Longitudinal studies with larger cohorts are necessary to validate our findings and determine causal relationships between microbiota and respiratory diseases, such as asthma,59,91 and could validate these findings and explore targeted interventions, such as probiotics, to modulate the microbiota in preterm infants. Furthermore, investigating how genetic predisposition interacts with microbial composition could offer valuable insights for developing personalized strategies for preventing recurrent wheezing and asthma. Another important direction for future research is exploring the mechanistic pathways linking the gut-lung axis and immune modulation, to deepen our understanding of the microbiome’s impact on respiratory health.

Clinical implications and future research

Both the nasopharyngeal and gut microbiota demonstrate significant associations with respiratory health outcomes in preterm infants. Protective genera, such as Corynebacterium and Bifidobacterium, are consistently linked to reduced inflammation and improved respiratory outcomes, while the enrichment of opportunistic pathogens underscores the role of early life dysbiosis in respiratory disease pathogenesis. Clinical factors, including mode of delivery, antibiotic exposure, and breastfeeding, emerge as crucial determinants of microbial composition, influencing long-term health trajectories.88 These interventions refer to clinical strategies such as enhanced breastfeeding support, judicious use of antibiotics to avoid unnecessary disruption of the microbiota, and the administration of targeted probiotics aimed at promoting colonization by beneficial genera like Bifidobacterium and Lactobacillus. Such approaches could help preserve microbial diversity and reduce the risk of respiratory complications in preterm infants.84

Future research should prioritize interventions aimed at preserving microbial diversity and promoting colonization by beneficial genera, such as the use of probiotics, targeted nutritional strategies, and minimizing unnecessary antibiotic use. Such measures could mitigate the risk of respiratory complications in this vulnerable population, providing a foundation for improved neonatal care.

Conclusions

In conclusion, the microbiota of preterm neonates during the first week of life plays a pivotal role in determining the risk of respiratory diseases, such as wheezing, later in life. Dysbiosis during this critical period, especially in the gut and nasopharyngeal microbiota, increases the likelihood of developing wheezing and asthma by one year of age.

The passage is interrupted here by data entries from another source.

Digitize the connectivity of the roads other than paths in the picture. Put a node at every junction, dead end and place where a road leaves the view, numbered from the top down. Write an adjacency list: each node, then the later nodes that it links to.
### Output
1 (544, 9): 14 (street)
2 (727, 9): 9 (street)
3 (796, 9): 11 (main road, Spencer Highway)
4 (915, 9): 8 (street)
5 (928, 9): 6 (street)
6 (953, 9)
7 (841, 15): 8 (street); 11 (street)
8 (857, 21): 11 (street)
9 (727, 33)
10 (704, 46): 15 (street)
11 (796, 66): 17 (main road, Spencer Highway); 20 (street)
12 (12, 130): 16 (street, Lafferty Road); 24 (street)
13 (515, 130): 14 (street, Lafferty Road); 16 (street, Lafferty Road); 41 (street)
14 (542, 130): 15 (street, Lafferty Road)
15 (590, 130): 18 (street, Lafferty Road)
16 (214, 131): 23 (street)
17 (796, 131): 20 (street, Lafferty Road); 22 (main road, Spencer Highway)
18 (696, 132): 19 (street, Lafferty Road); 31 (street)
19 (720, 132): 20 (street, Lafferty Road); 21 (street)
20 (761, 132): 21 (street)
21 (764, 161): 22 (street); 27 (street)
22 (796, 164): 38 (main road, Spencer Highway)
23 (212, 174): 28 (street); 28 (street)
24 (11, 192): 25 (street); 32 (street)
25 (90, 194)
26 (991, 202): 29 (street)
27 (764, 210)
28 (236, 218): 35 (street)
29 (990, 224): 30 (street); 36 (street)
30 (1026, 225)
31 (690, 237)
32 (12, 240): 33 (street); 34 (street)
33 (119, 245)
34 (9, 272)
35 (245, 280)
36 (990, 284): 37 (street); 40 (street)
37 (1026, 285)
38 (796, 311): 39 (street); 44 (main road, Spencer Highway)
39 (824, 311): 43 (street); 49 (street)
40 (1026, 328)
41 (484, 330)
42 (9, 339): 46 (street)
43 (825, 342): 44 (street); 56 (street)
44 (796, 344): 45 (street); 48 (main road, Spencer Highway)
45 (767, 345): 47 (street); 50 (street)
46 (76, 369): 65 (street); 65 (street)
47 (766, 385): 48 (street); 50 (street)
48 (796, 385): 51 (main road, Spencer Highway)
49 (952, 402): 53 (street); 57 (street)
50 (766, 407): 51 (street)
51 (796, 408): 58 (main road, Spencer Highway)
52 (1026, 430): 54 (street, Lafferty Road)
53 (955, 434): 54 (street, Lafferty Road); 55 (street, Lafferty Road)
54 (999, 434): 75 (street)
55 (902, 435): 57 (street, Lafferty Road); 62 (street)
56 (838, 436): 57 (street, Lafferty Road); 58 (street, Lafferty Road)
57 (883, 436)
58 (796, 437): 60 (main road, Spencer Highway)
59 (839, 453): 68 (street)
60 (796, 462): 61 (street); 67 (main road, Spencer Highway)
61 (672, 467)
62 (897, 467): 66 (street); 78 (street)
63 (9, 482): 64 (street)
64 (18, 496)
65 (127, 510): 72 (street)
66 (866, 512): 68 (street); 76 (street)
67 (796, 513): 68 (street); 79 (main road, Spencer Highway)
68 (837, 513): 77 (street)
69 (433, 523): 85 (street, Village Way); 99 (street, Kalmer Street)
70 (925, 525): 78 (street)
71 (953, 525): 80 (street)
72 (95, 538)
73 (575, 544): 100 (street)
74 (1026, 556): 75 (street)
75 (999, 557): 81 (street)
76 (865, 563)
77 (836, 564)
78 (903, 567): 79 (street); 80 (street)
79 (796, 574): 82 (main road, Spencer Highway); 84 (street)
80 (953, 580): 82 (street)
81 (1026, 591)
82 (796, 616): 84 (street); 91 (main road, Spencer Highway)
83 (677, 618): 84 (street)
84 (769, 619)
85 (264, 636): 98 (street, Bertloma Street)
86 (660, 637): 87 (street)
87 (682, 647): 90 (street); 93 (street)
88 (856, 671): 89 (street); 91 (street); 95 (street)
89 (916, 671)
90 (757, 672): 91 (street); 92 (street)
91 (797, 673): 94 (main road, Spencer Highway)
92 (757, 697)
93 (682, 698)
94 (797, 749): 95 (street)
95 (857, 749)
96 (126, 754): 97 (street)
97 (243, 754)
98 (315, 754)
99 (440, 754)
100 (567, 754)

Clinical factors such as antibiotic use, delivery mode, and breastfeeding have a profound impact on microbiota composition, with specific genera such as Moraxella, Corynebacterium, and Bifidobacterium emerging as key biomarkers in this population, making them important targets for interventions to promote long-term respiratory health in preterm infants. These findings underscore the importance of preserving and modulating the microbiota during early life to prevent long-term respiratory complications, offering a foundation for future research and potential therapeutic interventions. Specific genera within the nasopharyngeal and gut microbiota were associated with increased or decreased risks of wheezing, suggesting that early-life interventions targeting microbial composition, such as tailored probiotics or optimized antibiotic stewardship, could potentially reduce respiratory morbidity in this vulnerable population. Preserving microbial diversity through appropriate clinical practices and interventions may help reduce the burden of wheezing and other respiratory diseases in this vulnerable population. Future research should focus on longitudinal analyses and mechanistic studies to explore the causal pathways linking microbiota composition to clinical outcomes and the development of microbiota-targeted interventions.